All, can anyone recommend a small magnifier for inspecting things like part centres in a lathe chuck, the accuracy of a centre punched workpiece, or the condition of a tool tip? My near point is getting ever further away.

I've got an eye loupe, but I want something that I don't need to get my head right next to the part.

I've also got a Sandvik loupe with a scale mounted under it, so you can estimate measurements, but this only really works of flat surfaces, and the scale obstructs whatever you're trying to put under it.

For scale modelling, I've got a light-weight glasses type magnifier with long eye relief, but I don't want to be putting that kind of thing on just for a quick check of something.

I've also got a larger reading type magifying lass, which it a bit bulky, and not really enough magnification. I'd think 5x-10x would be OK.

Not after anything elaborate, just a decent quality small hand-held magnifier.

Cheers.

Frances IoM05/02/2022 13:11:58
1268 forum posts
28 photos
I'd consider a USB microscope - small easily mounted on a flexible arm - most households have an old laptop that can serve.
Bit more expensive but useful elsewhere are the inspection camera with small detached monitor
MikeK05/02/2022 14:40:25
226 forum posts
17 photos

Not hand held, but I like my Donegan OptiVisor. Easy on and off and frees both hands.

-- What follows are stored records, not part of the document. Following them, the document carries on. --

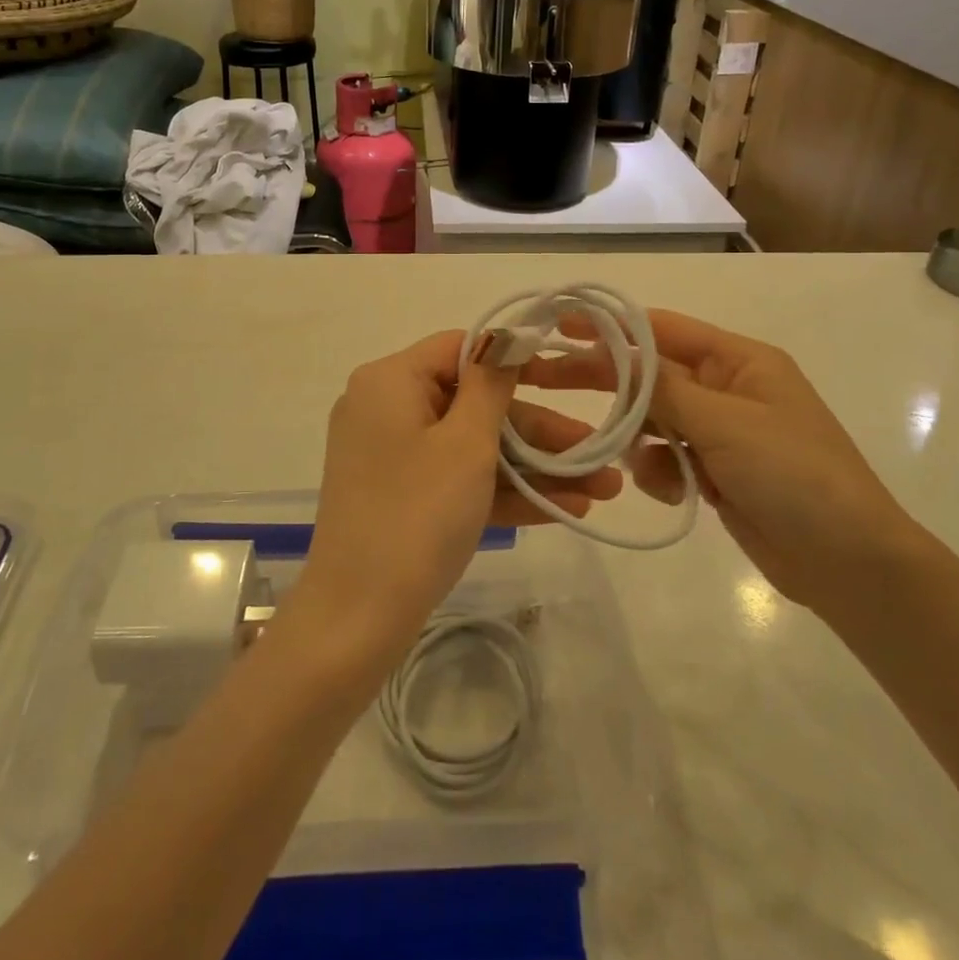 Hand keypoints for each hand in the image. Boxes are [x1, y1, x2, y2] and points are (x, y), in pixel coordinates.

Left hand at [294, 331, 622, 668]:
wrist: (355, 622)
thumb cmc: (416, 515)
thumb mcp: (465, 444)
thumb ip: (491, 386)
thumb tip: (505, 337)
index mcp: (390, 382)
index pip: (459, 349)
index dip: (514, 361)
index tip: (564, 378)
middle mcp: (386, 410)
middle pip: (473, 404)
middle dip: (540, 433)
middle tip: (597, 453)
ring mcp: (393, 458)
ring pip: (473, 448)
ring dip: (534, 469)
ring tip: (602, 489)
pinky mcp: (402, 498)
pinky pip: (457, 480)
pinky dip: (504, 493)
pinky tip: (567, 509)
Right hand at [523, 310, 917, 610]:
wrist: (849, 565)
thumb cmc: (795, 475)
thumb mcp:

Howard Lewis05/02/2022 14:48:48
6116 forum posts
14 photos

I use a folding 8x magnifier, to examine centres, tool tips / edges.

held close to the eye it means being close to the subject, and has very shallow depth of field, but shows the subject very clearly.

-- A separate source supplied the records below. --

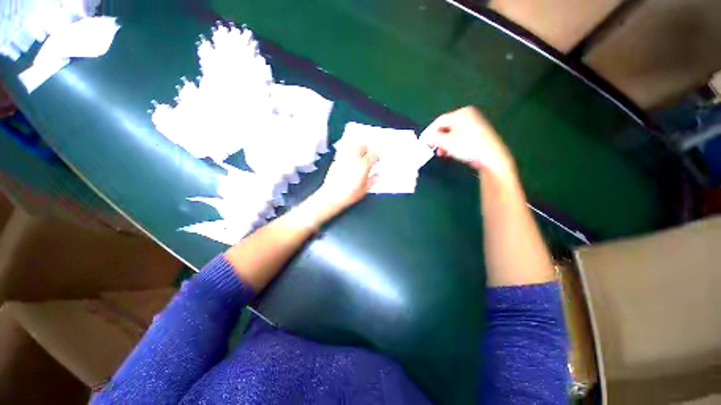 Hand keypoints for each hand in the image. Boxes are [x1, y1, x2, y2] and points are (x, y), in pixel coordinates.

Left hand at [314, 143, 378, 213]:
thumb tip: (377, 176)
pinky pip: (343, 152)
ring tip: (359, 156)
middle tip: (368, 156)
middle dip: (366, 149)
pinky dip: (348, 154)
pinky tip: (349, 161)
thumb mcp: (364, 189)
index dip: (377, 156)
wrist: (331, 196)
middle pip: (362, 146)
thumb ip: (372, 180)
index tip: (377, 159)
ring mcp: (343, 158)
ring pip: (352, 146)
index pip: (373, 155)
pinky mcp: (335, 161)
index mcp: (363, 165)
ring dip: (357, 149)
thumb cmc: (349, 194)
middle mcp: (353, 158)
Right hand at [420, 107, 515, 180]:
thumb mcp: (446, 142)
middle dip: (437, 139)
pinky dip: (452, 143)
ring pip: (452, 133)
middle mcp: (468, 115)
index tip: (422, 141)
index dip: (429, 132)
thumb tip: (425, 137)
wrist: (491, 157)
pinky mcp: (477, 133)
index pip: (439, 121)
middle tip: (432, 148)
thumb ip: (433, 138)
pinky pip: (459, 136)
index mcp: (461, 113)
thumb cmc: (468, 146)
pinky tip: (451, 152)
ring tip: (442, 153)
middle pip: (445, 126)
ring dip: (444, 143)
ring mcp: (473, 124)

Ideally you will need to find a fairly old fashioned opticians, to get one from stock, but there is always the internet!

Howard

Kiwi Bloke06/02/2022 09:07:29
669 forum posts
1 photos

I have a few small folding hand-held magnifiers, 8X and 10X. There seems to be considerable difference between them, in terms of depth of field and consequent ease of use. The best one was my father's. He bought it for his philatelic obsession, and would not have bought something cheap and nasty. He was very proud of it, and I remember him demonstrating to a quite young me its freedom from chromatic aberration, and what an 'achromatic doublet' was, and how such things worked. Unfortunately, its working distance is probably closer than you want.

My second-best wasn't cheap, but it shows colour fringes. Quality comes at a price...

I was impressed by the magnifiers my dentist wears, which allow working at a comfortable distance. Alas, they are unaffordable.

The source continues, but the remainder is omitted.